Son bras droit, Élizabeth Duboc, souligne que se « rendre au CA [en tant qu’étudiant(e) international(e)], c’est l’une des premières fois que ça se produit. C’est intéressant, parce que ça vient donner un point de vue plus ouvert sur le monde. »  Bien que 10 % de la population étudiante de l’UQAM soit issue de l’international, leur cause a souvent été invisibilisée auprès du CA, juge-t-elle. Mariama Dioum s’est donné comme mission de rectifier le tir.

« J’étais tellement heureuse et rassurée qu’elle prenne la relève », se réjouit la déléguée sortante Stéphanie Thibodeau. « Tout ce devoir de consultation et d’interaction avec la communauté étudiante, elle le porte », assure-t-elle, en plus d’amener un regard neuf sur les luttes antiracistes. 

L’engagement social dans l’ADN

Mariama Dioum a compris alors qu’elle était très jeune les injustices sociales inhérentes au monde dans lequel elle évoluait. Sa mère, confrontée à la société patriarcale sénégalaise, l’a inspirée à vouloir s’engager socialement. « Elle avait un [emploi] typiquement réservé aux hommes et je n’étais pas d’accord avec le traitement réservé aux femmes en position de pouvoir. Elle se faisait surnommer “La Dame de fer” et les gens étaient choqués de la voir conduire une voiture. » 

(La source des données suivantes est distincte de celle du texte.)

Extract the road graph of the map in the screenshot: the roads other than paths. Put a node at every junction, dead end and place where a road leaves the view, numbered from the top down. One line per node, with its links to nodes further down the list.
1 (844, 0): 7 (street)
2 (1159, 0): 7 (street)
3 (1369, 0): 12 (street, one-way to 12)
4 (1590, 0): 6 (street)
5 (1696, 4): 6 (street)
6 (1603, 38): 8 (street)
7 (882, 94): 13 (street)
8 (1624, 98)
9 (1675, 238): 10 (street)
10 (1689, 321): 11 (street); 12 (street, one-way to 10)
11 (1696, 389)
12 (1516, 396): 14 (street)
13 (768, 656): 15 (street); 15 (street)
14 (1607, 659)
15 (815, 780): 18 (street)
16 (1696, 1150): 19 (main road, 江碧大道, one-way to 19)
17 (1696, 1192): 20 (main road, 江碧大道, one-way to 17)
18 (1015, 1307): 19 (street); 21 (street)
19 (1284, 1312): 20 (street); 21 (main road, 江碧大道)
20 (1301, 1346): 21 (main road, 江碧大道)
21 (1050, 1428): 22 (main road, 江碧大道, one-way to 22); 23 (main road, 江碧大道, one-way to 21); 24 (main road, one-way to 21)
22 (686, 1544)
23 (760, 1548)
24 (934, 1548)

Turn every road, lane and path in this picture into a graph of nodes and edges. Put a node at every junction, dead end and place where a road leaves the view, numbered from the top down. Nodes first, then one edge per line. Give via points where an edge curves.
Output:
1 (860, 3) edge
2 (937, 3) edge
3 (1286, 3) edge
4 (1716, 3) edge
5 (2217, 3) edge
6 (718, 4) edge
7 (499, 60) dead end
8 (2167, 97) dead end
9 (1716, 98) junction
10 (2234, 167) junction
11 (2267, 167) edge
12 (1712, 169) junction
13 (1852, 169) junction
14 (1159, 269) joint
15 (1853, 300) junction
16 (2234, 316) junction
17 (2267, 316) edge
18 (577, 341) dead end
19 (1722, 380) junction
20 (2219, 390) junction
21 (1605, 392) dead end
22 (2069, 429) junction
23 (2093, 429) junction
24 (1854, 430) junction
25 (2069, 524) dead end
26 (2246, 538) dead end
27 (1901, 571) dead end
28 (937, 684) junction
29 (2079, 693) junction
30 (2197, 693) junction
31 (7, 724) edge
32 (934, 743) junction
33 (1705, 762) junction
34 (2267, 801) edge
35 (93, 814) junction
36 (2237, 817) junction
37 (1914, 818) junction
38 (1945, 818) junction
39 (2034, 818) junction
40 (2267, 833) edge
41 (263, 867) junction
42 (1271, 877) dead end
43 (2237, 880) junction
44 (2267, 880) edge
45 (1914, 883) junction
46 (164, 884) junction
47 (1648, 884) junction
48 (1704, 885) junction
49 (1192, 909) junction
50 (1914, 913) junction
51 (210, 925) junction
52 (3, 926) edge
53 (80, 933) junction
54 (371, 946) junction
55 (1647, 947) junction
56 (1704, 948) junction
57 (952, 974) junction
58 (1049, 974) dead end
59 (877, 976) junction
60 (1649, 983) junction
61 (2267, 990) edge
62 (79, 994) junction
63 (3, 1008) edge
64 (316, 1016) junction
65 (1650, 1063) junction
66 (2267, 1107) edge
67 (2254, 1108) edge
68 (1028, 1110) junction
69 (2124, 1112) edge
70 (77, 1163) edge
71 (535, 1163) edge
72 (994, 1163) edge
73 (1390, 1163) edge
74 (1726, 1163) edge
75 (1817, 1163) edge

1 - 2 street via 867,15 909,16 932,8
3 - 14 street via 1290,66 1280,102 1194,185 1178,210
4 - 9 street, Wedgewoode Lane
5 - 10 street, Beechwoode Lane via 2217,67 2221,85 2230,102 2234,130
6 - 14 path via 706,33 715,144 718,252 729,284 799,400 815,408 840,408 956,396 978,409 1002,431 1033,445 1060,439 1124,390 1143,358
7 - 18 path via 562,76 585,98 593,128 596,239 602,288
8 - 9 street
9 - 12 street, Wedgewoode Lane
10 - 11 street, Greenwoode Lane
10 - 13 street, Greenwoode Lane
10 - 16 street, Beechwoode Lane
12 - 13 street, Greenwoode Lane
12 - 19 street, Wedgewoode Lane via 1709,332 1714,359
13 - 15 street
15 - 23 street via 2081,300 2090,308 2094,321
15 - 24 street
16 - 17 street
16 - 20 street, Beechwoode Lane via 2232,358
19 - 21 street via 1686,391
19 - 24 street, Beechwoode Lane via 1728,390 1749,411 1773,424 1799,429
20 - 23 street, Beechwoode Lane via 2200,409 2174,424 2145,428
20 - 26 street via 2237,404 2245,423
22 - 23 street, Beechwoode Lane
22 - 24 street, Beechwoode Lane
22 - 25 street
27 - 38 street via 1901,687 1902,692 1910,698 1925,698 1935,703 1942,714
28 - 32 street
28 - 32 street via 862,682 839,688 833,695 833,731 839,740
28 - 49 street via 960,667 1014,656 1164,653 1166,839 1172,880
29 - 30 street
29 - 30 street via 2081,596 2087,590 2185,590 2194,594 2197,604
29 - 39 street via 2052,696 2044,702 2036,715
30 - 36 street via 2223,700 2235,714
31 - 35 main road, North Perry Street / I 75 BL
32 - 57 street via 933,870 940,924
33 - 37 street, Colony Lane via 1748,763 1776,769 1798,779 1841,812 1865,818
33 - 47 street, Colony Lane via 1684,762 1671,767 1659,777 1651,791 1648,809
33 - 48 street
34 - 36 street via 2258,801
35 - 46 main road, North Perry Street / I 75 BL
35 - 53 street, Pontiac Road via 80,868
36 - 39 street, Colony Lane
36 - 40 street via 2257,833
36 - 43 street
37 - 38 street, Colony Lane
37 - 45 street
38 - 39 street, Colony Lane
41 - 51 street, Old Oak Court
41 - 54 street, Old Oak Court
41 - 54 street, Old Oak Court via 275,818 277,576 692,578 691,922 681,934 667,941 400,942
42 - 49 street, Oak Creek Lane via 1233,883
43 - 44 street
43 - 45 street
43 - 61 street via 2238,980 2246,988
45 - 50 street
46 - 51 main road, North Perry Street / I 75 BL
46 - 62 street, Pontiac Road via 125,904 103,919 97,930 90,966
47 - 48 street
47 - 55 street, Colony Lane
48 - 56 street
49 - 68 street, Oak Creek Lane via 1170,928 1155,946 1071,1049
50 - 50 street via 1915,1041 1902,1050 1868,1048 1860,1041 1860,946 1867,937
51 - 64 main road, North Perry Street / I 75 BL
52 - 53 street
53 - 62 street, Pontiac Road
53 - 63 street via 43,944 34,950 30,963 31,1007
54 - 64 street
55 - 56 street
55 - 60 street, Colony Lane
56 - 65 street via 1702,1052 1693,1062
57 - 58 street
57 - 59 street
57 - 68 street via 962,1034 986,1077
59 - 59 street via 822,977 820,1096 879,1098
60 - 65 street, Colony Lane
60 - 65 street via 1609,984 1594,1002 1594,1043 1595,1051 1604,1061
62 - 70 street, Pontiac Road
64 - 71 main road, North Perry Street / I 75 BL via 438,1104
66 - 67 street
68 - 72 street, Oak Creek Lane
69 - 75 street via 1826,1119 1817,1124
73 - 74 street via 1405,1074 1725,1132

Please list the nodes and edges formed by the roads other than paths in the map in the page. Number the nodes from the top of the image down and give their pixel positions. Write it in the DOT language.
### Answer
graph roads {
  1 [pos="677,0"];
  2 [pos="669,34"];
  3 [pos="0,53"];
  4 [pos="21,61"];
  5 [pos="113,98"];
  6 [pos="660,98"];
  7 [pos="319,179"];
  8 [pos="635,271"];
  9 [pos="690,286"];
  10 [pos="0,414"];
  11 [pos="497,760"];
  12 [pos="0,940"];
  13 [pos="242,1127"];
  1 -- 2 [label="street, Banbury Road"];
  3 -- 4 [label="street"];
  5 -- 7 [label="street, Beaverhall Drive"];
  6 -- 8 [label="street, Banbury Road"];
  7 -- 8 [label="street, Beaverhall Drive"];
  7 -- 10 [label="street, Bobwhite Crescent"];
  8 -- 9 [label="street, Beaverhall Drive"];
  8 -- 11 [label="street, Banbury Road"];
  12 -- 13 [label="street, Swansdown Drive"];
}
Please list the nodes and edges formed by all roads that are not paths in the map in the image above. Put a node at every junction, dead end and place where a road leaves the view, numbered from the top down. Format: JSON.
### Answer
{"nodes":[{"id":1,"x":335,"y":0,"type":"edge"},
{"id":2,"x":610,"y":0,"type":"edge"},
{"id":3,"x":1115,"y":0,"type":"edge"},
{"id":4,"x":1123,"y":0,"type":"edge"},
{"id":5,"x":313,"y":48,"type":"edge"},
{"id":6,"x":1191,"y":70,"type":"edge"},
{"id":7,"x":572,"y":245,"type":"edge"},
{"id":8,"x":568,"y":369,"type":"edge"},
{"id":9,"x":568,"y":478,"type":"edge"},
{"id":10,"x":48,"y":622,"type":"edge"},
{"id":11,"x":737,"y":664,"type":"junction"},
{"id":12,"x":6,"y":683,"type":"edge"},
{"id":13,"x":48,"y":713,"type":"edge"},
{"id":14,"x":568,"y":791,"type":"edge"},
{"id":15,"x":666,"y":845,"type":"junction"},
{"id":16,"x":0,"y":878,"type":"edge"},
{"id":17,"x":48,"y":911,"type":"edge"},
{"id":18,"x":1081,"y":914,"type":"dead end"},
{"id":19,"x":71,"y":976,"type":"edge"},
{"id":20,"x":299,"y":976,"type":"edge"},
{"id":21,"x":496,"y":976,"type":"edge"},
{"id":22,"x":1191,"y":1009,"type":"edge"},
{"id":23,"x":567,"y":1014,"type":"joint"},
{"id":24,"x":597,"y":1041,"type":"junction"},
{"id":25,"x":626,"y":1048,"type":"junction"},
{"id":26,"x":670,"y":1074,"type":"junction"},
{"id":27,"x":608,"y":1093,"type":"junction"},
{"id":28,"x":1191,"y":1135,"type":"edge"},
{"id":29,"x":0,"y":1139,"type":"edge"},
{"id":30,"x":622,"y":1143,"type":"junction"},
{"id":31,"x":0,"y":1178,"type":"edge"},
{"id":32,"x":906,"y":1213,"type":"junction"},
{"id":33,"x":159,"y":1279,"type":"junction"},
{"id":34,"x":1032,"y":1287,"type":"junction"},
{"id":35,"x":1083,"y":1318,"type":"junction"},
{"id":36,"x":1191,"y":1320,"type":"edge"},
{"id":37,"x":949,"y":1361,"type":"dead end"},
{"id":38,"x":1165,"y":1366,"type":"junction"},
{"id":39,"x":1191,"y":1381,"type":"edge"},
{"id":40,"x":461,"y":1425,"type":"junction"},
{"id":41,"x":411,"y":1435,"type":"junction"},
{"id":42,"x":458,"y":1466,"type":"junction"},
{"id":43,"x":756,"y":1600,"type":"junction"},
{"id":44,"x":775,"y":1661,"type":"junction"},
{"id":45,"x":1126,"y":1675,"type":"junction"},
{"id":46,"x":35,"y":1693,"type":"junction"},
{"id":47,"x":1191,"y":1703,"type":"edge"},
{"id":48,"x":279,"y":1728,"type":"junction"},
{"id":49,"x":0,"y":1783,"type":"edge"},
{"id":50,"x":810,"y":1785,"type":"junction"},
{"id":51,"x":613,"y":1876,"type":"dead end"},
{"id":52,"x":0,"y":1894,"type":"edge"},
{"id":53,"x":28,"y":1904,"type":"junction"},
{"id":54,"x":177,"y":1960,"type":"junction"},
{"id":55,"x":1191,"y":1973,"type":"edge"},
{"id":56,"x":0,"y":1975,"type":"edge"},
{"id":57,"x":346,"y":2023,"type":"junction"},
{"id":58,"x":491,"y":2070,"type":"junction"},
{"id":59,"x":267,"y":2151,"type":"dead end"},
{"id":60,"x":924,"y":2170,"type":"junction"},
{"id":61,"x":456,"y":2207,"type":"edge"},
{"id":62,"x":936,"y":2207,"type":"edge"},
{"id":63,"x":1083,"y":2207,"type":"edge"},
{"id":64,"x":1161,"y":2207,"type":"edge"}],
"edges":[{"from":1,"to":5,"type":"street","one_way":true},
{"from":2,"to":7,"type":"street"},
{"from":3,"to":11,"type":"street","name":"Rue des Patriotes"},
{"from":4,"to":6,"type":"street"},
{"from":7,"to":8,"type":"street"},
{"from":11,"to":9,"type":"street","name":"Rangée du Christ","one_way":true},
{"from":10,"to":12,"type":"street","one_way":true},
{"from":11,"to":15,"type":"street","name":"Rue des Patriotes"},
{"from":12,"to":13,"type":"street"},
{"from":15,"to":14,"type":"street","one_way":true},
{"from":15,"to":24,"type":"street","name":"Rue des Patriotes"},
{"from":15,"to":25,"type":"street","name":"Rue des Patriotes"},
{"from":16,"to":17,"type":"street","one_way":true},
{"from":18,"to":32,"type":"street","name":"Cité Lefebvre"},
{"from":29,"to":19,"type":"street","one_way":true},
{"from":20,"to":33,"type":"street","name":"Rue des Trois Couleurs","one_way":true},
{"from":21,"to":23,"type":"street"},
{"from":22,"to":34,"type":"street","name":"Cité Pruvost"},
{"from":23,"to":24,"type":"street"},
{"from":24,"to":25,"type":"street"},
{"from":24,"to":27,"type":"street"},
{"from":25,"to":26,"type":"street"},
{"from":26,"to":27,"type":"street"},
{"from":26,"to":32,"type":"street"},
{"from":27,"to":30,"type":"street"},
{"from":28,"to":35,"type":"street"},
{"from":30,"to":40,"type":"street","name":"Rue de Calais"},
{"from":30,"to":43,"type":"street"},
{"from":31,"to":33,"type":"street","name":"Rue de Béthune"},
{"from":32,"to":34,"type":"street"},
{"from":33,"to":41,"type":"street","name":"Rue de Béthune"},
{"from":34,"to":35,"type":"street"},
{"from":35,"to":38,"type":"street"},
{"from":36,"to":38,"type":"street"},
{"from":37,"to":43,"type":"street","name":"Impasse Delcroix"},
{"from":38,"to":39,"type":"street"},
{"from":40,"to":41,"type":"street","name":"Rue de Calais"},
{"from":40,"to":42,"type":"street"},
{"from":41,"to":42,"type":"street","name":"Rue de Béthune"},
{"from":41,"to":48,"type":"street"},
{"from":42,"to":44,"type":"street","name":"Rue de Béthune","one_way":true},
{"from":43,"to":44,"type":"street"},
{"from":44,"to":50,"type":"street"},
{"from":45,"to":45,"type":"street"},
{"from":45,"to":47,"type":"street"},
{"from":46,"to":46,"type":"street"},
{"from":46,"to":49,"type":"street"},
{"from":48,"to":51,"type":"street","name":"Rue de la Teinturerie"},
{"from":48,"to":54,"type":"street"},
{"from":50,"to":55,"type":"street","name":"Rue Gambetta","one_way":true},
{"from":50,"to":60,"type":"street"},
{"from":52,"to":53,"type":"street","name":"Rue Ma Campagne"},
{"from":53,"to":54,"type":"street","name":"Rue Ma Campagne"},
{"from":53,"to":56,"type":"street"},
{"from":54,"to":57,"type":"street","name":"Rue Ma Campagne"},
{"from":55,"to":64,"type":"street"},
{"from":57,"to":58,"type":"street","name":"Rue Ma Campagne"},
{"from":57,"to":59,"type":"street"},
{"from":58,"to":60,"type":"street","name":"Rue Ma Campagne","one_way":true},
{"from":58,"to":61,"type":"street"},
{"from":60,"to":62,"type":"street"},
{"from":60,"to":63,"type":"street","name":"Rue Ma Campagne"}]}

Fièrement afroféministe, Mme Dioum souhaite, après sa maîtrise, venir en aide aux femmes africaines en zones de conflits. « Depuis que je suis toute jeune, je m’intéresse à la politique internationale et j’ai constaté que les femmes sont toujours utilisées comme armes de guerre, par le viol ou les enlèvements. J’ai envie de travailler avec les organisations non gouvernementales (ONG) internationales contre ça », espère-t-elle. 

La charge mentale du militantisme

« C’est très lourd et épuisant [de militer ainsi]. À cause de mon identité ethnoculturelle et ethnoreligieuse, je ne dis pas tout le temps ce que je pense […] J’ai toujours un sentiment de peur », témoigne l’étudiante déléguée. Elle dit se remettre constamment en question, car « en tant que femme, on sera toujours violentée et critiquée. »

Malgré ce stress permanent associé à son militantisme, la jeune femme n’abandonnejamais face à l’adversité. « Pour moi, se taire, c’est participer à l’oppression. Comme on dit, honte à qui peut chanter pendant que Rome brûle. On doit tous et toutes apporter notre pierre à l’édifice », conclut-elle.